Maruya Hatcho Miso Co.,Ltd has started a “Hatcho Miso Mikawa project”, which uses locally grown soybeans and natural water from the same Mikawa district. Also, to preserve the skills of the craftsmen who make the vats, they ordered three new vats for the first time in 70 years. Nobutaro Asai, president of Maruya Hatcho Miso Co.,Ltd, says, “We are not going in the direction of rationalization, but just trying to pass on the exact production method of our ancestors”. The tour will interview Nobutaro Asai on his passion for making traditional miso supported by natural energy, in a method unchanged for 670 years since the company’s establishment. 

 

※Aichi-Nagoya COP 10 CBD Promotion Committee, the host, and the Foreign Press Center/Japan, have co-organized this press tour.
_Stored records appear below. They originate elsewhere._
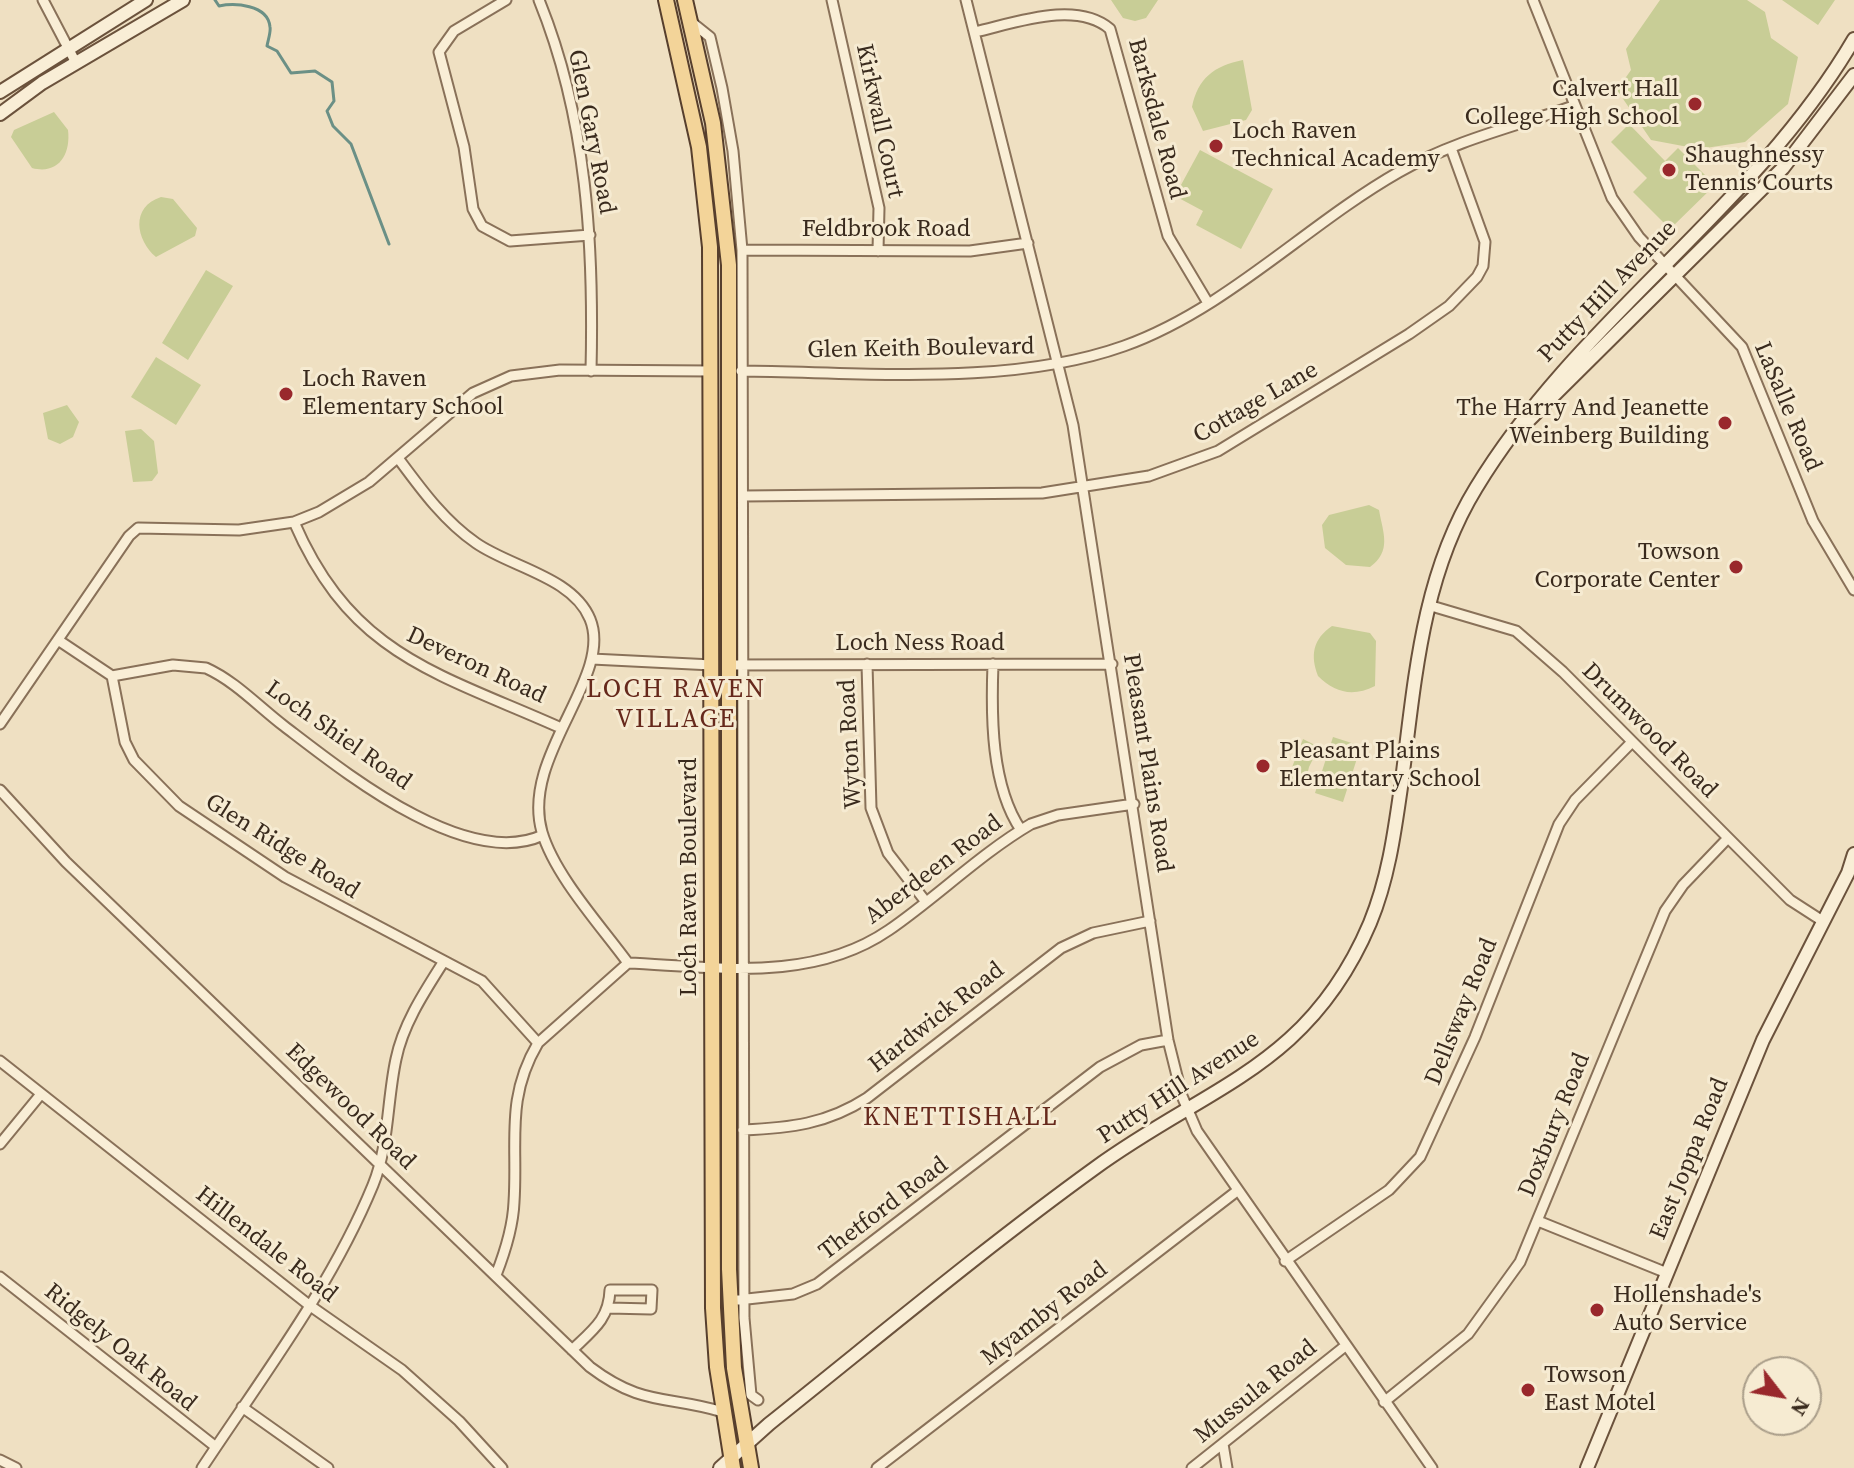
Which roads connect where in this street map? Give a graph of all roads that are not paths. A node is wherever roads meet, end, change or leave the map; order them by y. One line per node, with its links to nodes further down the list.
1 (146, 0): 14 (street)
2 (506, 0): 21 (street)
3 (539, 0): 21 (street, Glen Gary Road)
4 (666, 0): 30 (main road, Loch Raven Boulevard)
5 (685, 0): 11 (main road, Loch Raven Boulevard)
6 (832, 0): 24 (street, Kirkwall Court)
7 (966, 0): 12 (street, Pleasant Plains Road)
8 (1533, 0): 18 (street, LaSalle Road)
9 (177, 2): 15 (street)
10 (44, 4): 14 (street)
11 (690, 21): 23 (street, Loch Raven Boulevard); 31 (main road, Loch Raven Boulevard)
12 (975, 32): 22 (street, Pleasant Plains Road); 27 (street, Barksdale Road)
13 (1854, 39): 25 (street, Putty Hill Avenue)
14 (67, 48): 15 (street); 17 (street)
15 (76, 63): 19 (street)
16 (1854, 75): 26 (street, Putty Hill Avenue)
17 (0, 92)
18 (1574, 106): 20 (street, Glen Keith Boulevard); 25 (street, LaSalle Road)
19 (0, 114)
20 (1451, 148): 27 (street, Glen Keith Boulevard); 34 (street, Cottage Lane)
21 (590, 235): 29 (street, Glen Gary Road)
22 (1028, 243): 24 (street, Feldbrook Road); 28 (street, Pleasant Plains Road)
23 (742, 250): 24 (street, Feldbrook Road); 31 (street, Loch Raven Boulevard)
24 (878, 251)
25 (1663, 265): 26 (street, LaSalle Road); 32 (street, Putty Hill Avenue)
26 (1674, 275): 32 (street, Putty Hill Avenue); 37 (street, LaSalle Road)
27 (1208, 303): 28 (street, Glen Keith Boulevard)
28 (1060, 364): 31 (street, Glen Keith Boulevard); 34 (street, Pleasant Plains Road)
29 (591, 371): 30 (street); 33 (street)
30 (712, 371): 31 (main road); 44 (main road, Loch Raven Boulevard)
31 (736, 371): 35 (street, Loch Raven Boulevard); 45 (main road, Loch Raven Boulevard)
32 (1518, 429): 38 (street, Putty Hill Avenue)
33 (398, 458): 36 (street); 40 (street)
34 (1084, 487): 35 (street, Cottage Lane); 43 (street, Pleasant Plains Road)
35 (744, 496): 45 (street, Loch Raven Boulevard)
36 (294, 522): 39 (street); 48 (street, Deveron Road)
37 (1854, 590)
38 (1428, 605): 49 (street, Drumwood Road); 68 (street, Putty Hill Avenue)
39 (58, 640): 46 (street); 47 (street)
40 (592, 659): 44 (street); 48 (street)
41 (867, 664): 42 (street, Loch Ness Road); 45 (street, Loch Ness Road); 57 (street, Wyton Road)
42 (993, 664): 43 (street, Loch Ness Road); 52 (street)
43 (1112, 664): 51 (street, Pleasant Plains Road)
44 (712, 665): 45 (main road); 62 (main road, Loch Raven Boulevard)
45 (736, 665): 63 (main road, Loch Raven Boulevard)
46 (112, 676): 53 (street, Loch Shiel Road); 60 (street, Glen Ridge Road)
47 (0, 724)
48 (561, 728): 53 (street)
49 (1632, 742): 54 (street, Drumwood Road); 74 (street, Dellsway Road)
50 (0, 790): 71 (street, Edgewood Road)
51 (1134, 804): 52 (street, Aberdeen Road); 59 (street, Pleasant Plains Road)
52 (1021, 830): 57 (street, Aberdeen Road)
53 (543, 835): 61 (street)
54 (1728, 838): 58 (street, Drumwood Road); 73 (street, Doxbury Road)
55 (1854, 854): 56 (street, East Joppa Road)
56 (1852, 873): 58 (street, East Joppa Road)
57 (926, 902): 63 (street, Aberdeen Road)
58 (1821, 920): 75 (street, East Joppa Road)
59 (1150, 921): 64 (street, Pleasant Plains Road); 69 (street, Hardwick Road)
60 (444, 961): 65 (street, Glen Ridge Road); 71 (street)
61 (628, 963): 62 (street, Aberdeen Road); 65 (street)
62 (712, 967): 63 (street, Aberdeen Road); 83 (main road, Loch Raven Boulevard)
63 (736, 968): 69 (street, Loch Raven Boulevard); 78 (main road, Loch Raven Boulevard)
64 (1168, 1040): 68 (street, Pleasant Plains Road); 78 (street, Thetford Road)
65 (538, 1043): 76 (street)
66 (0, 1061): 67 (street, Hillendale Road)
67 (41, 1094): 70 (street); 79 (street, Hillendale Road)
68 (1187, 1111): 72 (street, Pleasant Plains Road); 89 (street, Putty Hill Avenue)
69 (743, 1130): 78 (street, Loch Raven Boulevard)
70 (0, 1144)
71 (380, 1164): 76 (street, Edgewood Road); 79 (street)
72 (1237, 1191): 74 (street, Pleasant Plains Road); 99 (street, Myamby Road)
73 (1538, 1221): 75 (street); 85 (street, Doxbury Road)
74 (1285, 1261): 81 (street, Pleasant Plains Road)
75 (1667, 1273): 103 (street, East Joppa Road)
76 (496, 1275): 82 (street, Edgewood Road)
77 (0, 1277): 91 (street, Ridgely Oak Road)
78 (737, 1300): 84 (street, Loch Raven Boulevard); 89 (main road, Loch Raven Boulevard)
79 (309, 1305): 87 (street); 97 (street, Hillendale Road)
80 (609, 1308): 80 (street); 82 (street)
81 (1344, 1347): 85 (street, Pleasant Plains Road); 90 (street, Mussula Road)
82 (572, 1350): 86 (street, Edgewood Road)
83 (721, 1395): 86 (street); 88 (main road, Loch Raven Boulevard)
84 (758, 1400)
85 (1384, 1402): 102 (street, Pleasant Plains Road)
86 (700, 1405): 88 (street, Edgewood Road)
87 (242, 1407): 91 (street); 96 (street)
88 (723, 1412): 93 (main road, Loch Raven Boulevard)
89 (745, 1444): 93 (street, Putty Hill Avenue); 98 (main road, Loch Raven Boulevard)
90 (1223, 1444): 100 (street, Mussula Road); 101 (street)
91 (216, 1447): 95 (street)
92 (0, 1460): 94 (street)
93 (728, 1464)
94 (16, 1468)
95 (202, 1468)
96 (328, 1468)
97 (502, 1468)
98 (751, 1468)
99 (877, 1468)
100 (1192, 1468)
101 (1227, 1468)
102 (1432, 1468)
103 (1587, 1468)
Tour participants bear part of the cost, but the purpose of the tour is not profit-making.
Tour itinerary and application details:

 

1. Itinerary:

 

Tuesday, September 28th 

 

08:30 Leave JR Tokyo Station by Nozomi 17
10:13 Arrive at JR Nagoya Station
10:40-12:00 Briefing on Biological Diversity by Ryo Kosaka, Associate Prof., Nagoya City University @ Nagoya Congress Center 
13:00-13:45 Lunch
13:45-15:30 Visit INAX Museum
16:15-17:45 Visit Mizkan Group Corporation and Vinegar Museum “Su-no-Sato” 
18:30 Check in at the Westin Nagoya Castle Hotel

 

Wednesday, September 29th 

 

09:00 Leave hotel by chartered bus
10:00-12:00 Home-grown Kin-goma Producers Network 
12:15-13:00 Lunch
14:00-15:30 Maruya Hatcho Miso Co.,Ltd
18:00 Leave JR Nagoya station by Nozomi 248
19:43 Arrive at JR Tokyo station

 

2. Qualification: Bearer of Gaimusho foreign press registration card

 

3. Expenses: 13,000 yen per person including transportation, meals, and accommodation
* FPC will later inform the participants of methods for payment, cancellation fee etc.

 

4. Participants: Limited to the first ten applicants on a first-come first-served basis. (Only one reporter and one photographer from each company, but two participants from each TV team will be acceptable.)

 

5. FPCJ Contact: Mr. Yano and Mr. Yamaguchi (Tel: 03-3501-3405, 5251)

 

6. Remarks: 
* Aichi-Nagoya COP 10 CBD Promotion Committee, the host, and FPCJ, will not be liable for any inconvenience, trouble or accident that might occur in the course of the tour.
**There are some restrictions on photographing and filming at the tour sites. Please follow the instructions of the officials on duty.